_WHAT IS BEING ASKED_.
For the material that follows, list every line containing the word "Ludwigsburger".

_DATA SUPPLIED_.
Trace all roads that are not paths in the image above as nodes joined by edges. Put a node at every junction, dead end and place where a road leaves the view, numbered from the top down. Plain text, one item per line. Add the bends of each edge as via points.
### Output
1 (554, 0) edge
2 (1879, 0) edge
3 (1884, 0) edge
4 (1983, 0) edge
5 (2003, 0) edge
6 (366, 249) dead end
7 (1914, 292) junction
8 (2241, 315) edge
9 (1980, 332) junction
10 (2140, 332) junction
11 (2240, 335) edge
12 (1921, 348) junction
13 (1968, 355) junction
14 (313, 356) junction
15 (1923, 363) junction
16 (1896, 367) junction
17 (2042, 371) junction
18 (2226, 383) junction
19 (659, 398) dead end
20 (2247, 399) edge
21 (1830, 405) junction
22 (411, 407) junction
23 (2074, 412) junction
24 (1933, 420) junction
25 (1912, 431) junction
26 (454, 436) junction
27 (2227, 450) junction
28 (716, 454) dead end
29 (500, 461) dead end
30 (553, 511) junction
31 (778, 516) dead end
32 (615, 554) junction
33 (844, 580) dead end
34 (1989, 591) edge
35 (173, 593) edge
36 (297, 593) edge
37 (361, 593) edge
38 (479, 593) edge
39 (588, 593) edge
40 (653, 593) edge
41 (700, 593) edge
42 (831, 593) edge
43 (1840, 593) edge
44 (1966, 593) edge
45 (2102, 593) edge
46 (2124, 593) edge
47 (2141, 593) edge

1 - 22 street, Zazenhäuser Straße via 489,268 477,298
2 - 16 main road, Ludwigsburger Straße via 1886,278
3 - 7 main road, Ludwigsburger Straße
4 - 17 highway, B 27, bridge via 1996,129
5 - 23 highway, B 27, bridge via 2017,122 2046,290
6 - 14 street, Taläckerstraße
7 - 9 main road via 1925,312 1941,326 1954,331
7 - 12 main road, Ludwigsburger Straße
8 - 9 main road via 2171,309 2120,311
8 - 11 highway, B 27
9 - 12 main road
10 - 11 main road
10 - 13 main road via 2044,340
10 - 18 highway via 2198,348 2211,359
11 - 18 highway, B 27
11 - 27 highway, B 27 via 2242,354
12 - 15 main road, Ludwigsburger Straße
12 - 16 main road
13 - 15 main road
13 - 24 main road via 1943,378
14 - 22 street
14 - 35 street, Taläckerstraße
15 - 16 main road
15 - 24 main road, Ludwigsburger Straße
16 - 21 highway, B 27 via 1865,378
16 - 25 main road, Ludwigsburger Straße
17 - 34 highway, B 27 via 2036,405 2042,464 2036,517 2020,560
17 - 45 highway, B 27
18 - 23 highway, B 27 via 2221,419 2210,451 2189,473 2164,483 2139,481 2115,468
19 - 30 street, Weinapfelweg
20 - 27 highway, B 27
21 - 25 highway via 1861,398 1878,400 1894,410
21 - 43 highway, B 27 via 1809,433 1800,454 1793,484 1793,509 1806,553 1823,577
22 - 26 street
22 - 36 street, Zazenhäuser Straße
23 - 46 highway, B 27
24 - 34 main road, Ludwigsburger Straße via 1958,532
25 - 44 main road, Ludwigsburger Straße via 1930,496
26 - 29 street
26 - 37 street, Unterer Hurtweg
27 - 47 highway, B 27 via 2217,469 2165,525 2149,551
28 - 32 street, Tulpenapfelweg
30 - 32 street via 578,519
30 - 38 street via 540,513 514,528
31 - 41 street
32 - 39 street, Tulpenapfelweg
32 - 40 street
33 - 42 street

_ANSWER BOX_.
2 - 16 main road, Ludwigsburger Straße via 1886,278
3 - 7 main road, Ludwigsburger Straße
7 - 12 main road, Ludwigsburger Straße
12 - 15 main road, Ludwigsburger Straße
15 - 24 main road, Ludwigsburger Straße
16 - 25 main road, Ludwigsburger Straße
24 - 34 main road, Ludwigsburger Straße via 1958,532
25 - 44 main road, Ludwigsburger Straße via 1930,496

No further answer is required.